The XenMobile MDM server has a few specific characteristics that could influence it’s placement. For one, when users enrol their device, authentication (needs to) takes place on the MDM server before it’s ‘known’ by the system and certificates are exchanged, policies get applied etc. So no pre authentication.
Second, XenMobile needs to be able to contact Apple’s APNS, which stands for Apple Push Notification Services. Now this has been a point of discussion for some time now. Officially it’s stated that Apple’s APNS ports need to be opened continuously, which isn’t a preferred set up when it’s placed on your internal network. And even in your DMZ you would want to prevent such a configuration, but hey, if it can’t be changed you’ll just have to live with it. It’s also known by most that APNS traffic can’t be fronted with a reverse proxy, it needs a direct connection. Another potential security flaw.
To be honest, I’m not a hundred percent sure where these statements originated but what I do know, is that it isn’t all that bad. For example, I’ve found multiple articles discussing the placement of a XenMobile MDM server behind a proxy, APNS traffic included. I’ve also spoken to a few people that have successfully implemented XenMobile MDM this way. Let me clear up a few things on this. First of all, the APNS ports are only needed for outbound traffic! So it doesn’t need to have a two way continues connection with the outside. The APNS process works something like this, a change is made on the MDM infrastructure, a notification is than send from the MDM server to the APNS somewhere on the outside, next APNS informs the Apple device to go and check with the MDM server to see what’s new, it will use Home Worx / receiver for this, and there you go, outbound traffic only. It’s also stated by various Apple representatives that they handle millions of APNS requests per day and it hasn’t gone bad yet, let’s just hope it stays that way. I got the above image from an external resource, check out this link.

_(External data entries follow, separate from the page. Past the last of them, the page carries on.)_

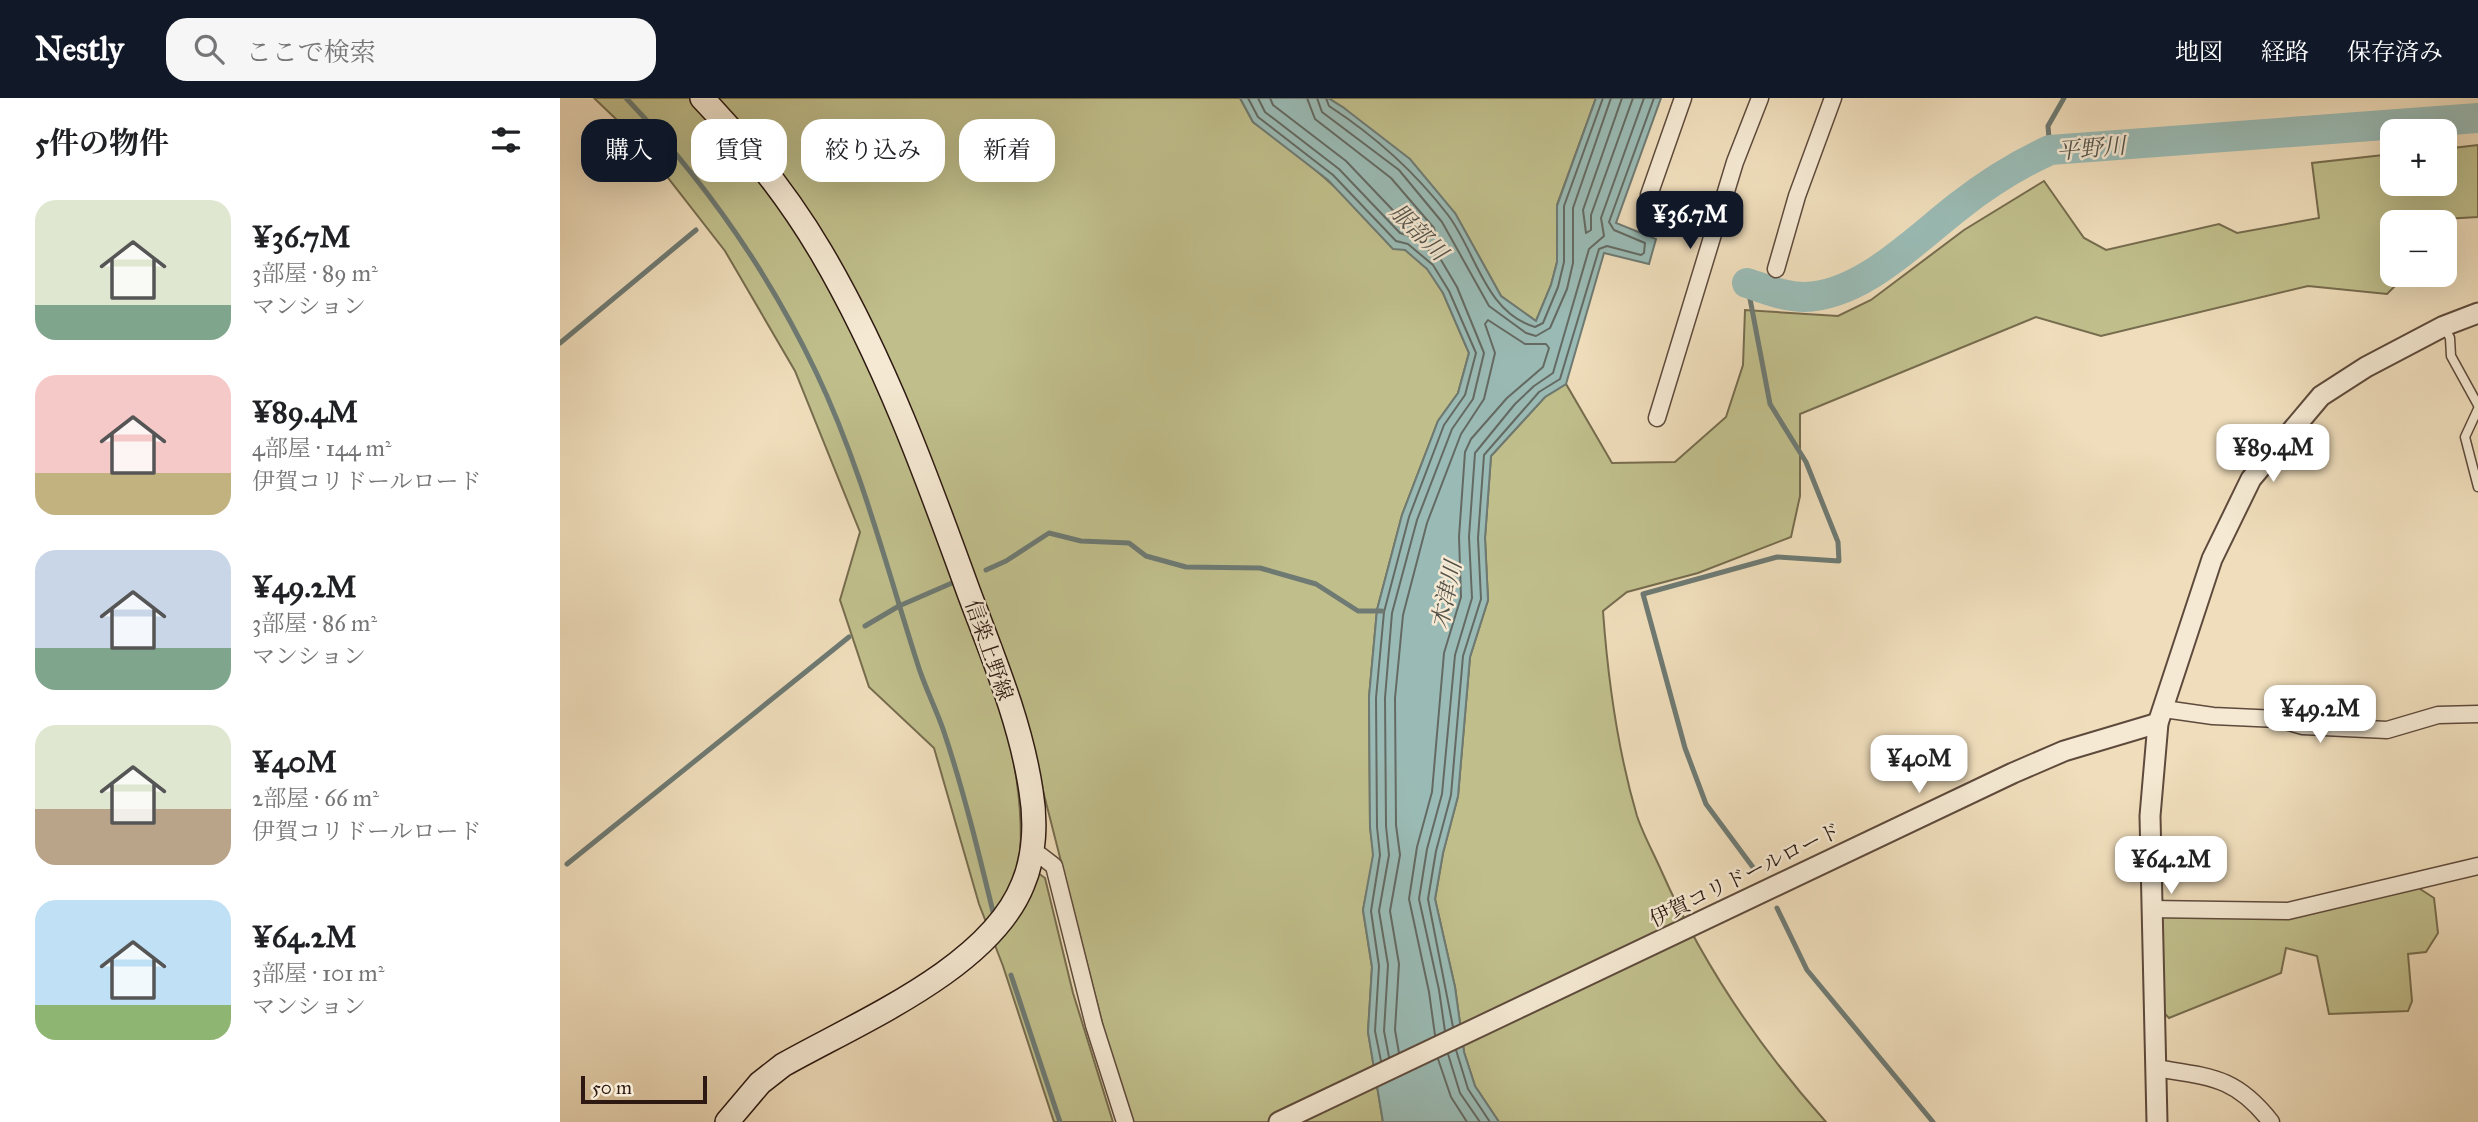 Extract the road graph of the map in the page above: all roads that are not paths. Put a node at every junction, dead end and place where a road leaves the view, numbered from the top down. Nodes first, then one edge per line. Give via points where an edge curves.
1 (702, 98) edge
2 (1683, 98) edge
3 (1760, 98) edge
4 (1833, 98) edge
5 (1649, 195) dead end
6 (1776, 269) dead end
7 (2478, 313) edge
8 (2444, 326) junction
9 (2478, 407) edge
10 (1657, 418) dead end
11 (2478, 487) edge
12 (2478, 714) edge
13 (2161, 716) junction
14 (1031, 853) junction
15 (2478, 866) edge
16 (2151, 909) junction
17 (2155, 1068) junction
18 (727, 1122) edge
19 (1125, 1122) edge
20 (1279, 1122) edge
21 (2157, 1122) edge
22 (2271, 1122) edge

1 - 14 main road, 信楽上野線 via 739,137 819,248 893,396 1015,724 1031,793
2 - 5 street
3 - 10 street via 1735,162
4 - 6 street
7 - 8 street
8 - 9 lane via 2451,356
8 - 13 street via 2321,396 2251,479 2211,559
9 - 11 lane via 2465,437
12 - 13 street via 2438,715 2387,730 2303,726 2278,719
13 - 16 street via 2150,816
13 - 20 street, 伊賀コリドールロード via 2013,772
14 - 18 main road, 信楽上野線 via 1024,883 1007,916 967,958 783,1065 760,1083
14 - 19 street via 1054,866 1094,1025
15 - 16 street via 2288,911
16 - 17 street
17 - 21 street
17 - 22 street via 2214,1078 2237,1087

By the way, since it’s Apple’s Push Notification Service, this will only apply to iPhones and iPads, but I guess you figured that much.
As for APNS behind a NetScaler goes, have a look at this article, it’s from the Citrix Blogs: How to Allow Outbound Traffic on XenMobile Device Manager through Proxy
Now that we know that a reverse proxy (NetScaler) isn’t an issue, which also means that incoming traffic can be inspected as needed, that we only need outbound APNS traffic to be permitted and user authentication takes place on the MDM server, what about server placement? Oh, and did I mention that it doesn’t need to be domain joined?

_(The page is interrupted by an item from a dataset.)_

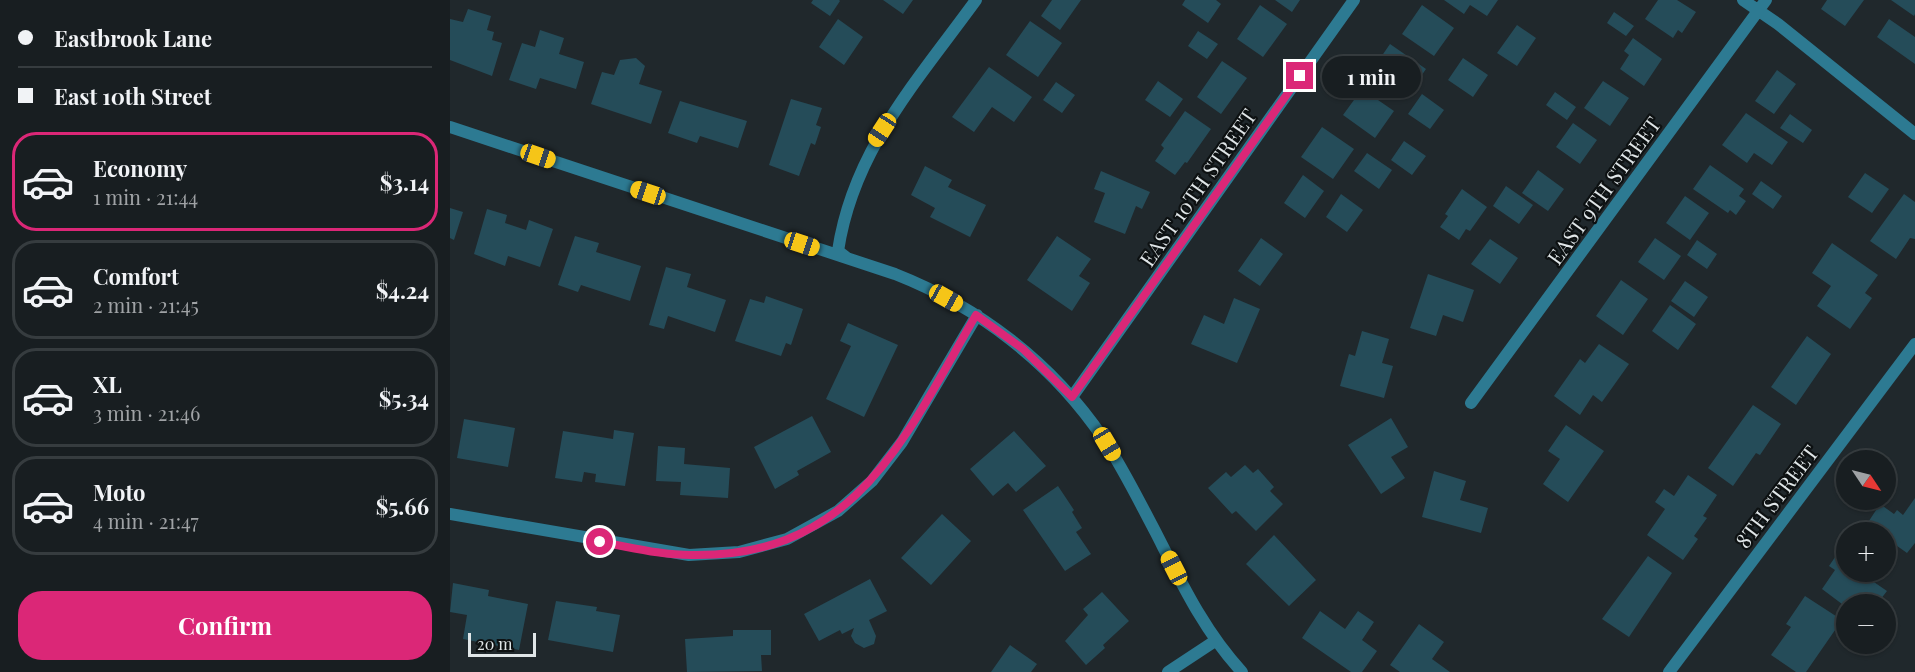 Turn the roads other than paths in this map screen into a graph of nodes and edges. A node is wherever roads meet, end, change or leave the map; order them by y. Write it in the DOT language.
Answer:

Well, as stated earlier opinions will probably differ, no pre authentication means unauthenticated users on your internal domain which is a no go in most cases. But… the machine doesn’t need to be domain joined (they thought about this), it uses secure LDAP for user authentication, all traffic is specifically aimed at the MDM machine and we have several options to secure the device enrolment process. For companies that require higher, and more secure, levels of authentication we can implement third party two factor authentication combined with several high security options using certificates combined with usernames plus a one time generated PIN, or AD password, together with an invitation URL send from within the company. Does this change anything?
So you tell me, DMZ or internal LAN? Why?
As always, thanks for reading and or commenting.